One of the current challenges facing biomedical researchers is the need to develop new approaches in preventing amyloid formation that is associated with disease. While amyloid is generally considered detrimental to the cell, examples of amyloids that maintain a benign nature and serve a specific function exist. Here, we review our work on the repeat domain (RPT) of the functional amyloid Pmel17. Specifically, the RPT domain contributes in generating amyloid fibrils in melanosomes upon which melanin biosynthesis occurs. Amyloid formation of RPT was shown to be pH sensitive, aggregating only under acidic conditions associated with melanosomal pH. Furthermore, preformed fibrils rapidly dissolved at neutral pH to generate benign monomeric species. From a biological perspective, this unique reversible aggregation/disaggregation is a safeguard against an event of releasing RPT fibrils in the cytosol, resulting in rapid fibril unfolding and circumventing cytotoxicity. Understanding how melanosomes preserve a safe environment will address vital questions that remain unanswered with pathological amyloids.

Introduction

Amyloids are traditionally associated in the context of disease; however, the emerging concept of “functional amyloids” has redefined this historic interpretation of amyloid [1]. Many examples of so called “functional amyloids” have been discovered that serve a beneficial role where the amyloid carries out a specific function.

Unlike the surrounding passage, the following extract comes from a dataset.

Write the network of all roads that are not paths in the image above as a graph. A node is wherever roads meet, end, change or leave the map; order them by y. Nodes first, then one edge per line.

Examples have been identified in bacteria [2], fungi [3], plants [4] and humans [5], [6], [7], offering molecular and cellular insights of using amyloids to carry out a function. Some of these functions are associated with bacterial physiology [8], hormone storage [6] and human reproduction [9]. With new functional amyloids constantly being discovered, a better understanding of what differentiates them from its pathological counterpart is emerging.

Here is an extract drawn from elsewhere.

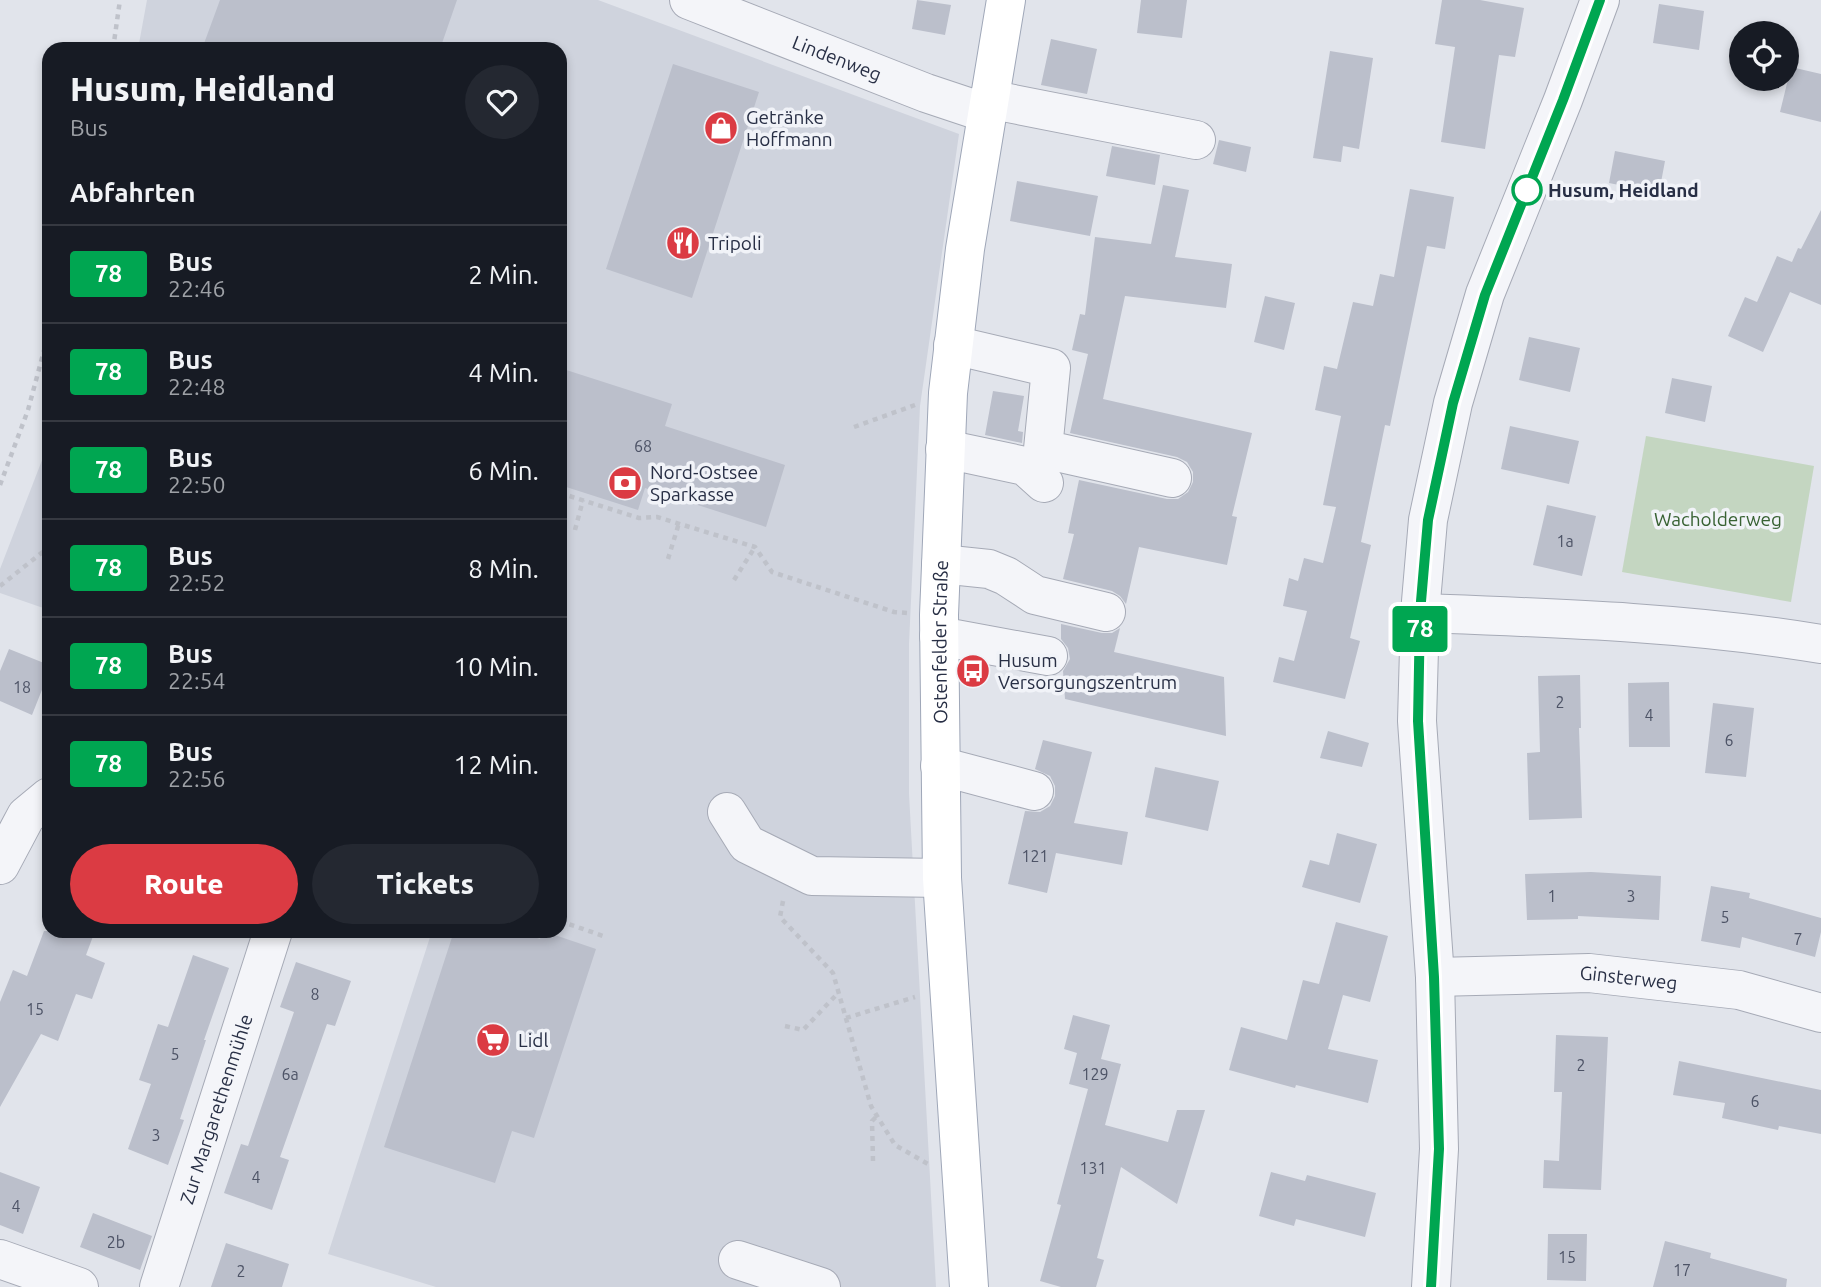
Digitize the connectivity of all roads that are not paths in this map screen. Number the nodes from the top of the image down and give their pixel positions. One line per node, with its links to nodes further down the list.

One thought is that oligomers are the true pathogenic agents that are longer lived during pathological amyloid formation [10], [11]. For example, soluble oligomers of Aβ correlate better with Alzheimer's disease severity than the insoluble fibrillar deposits that are present in amyloid plaques, suggesting that oligomeric forms are the toxic species [12]. In the case of functional amyloids, strict control would circumvent the buildup of toxic oligomers. This has been demonstrated with the rapid aggregation kinetics of the Orb2 protein [13], thereby bypassing oligomeric intermediate buildup. Tight kinetic control from the functional bacterial amyloid “Curli” shows cell regulation at several steps by other proteins which facilitate localization and nucleate rapid polymerization of the protein CsgA [8]. Thus, Escherichia coli has evolved ways to safely assemble amyloid and transport it to the extracellular matrix to carry out its specific function.

Sequestration of amyloids within membrane compartments is another possible mechanism to alleviate the detrimental effect caused by forming amyloid. For example, peptide hormones [6] and acrosomal matrix proteins [14] are stored in endocrine granules and acrosomes, respectively. These organelles provide an acidic environment optimal for the assembly of amyloid fibrils and prevent interaction with unwanted cellular components.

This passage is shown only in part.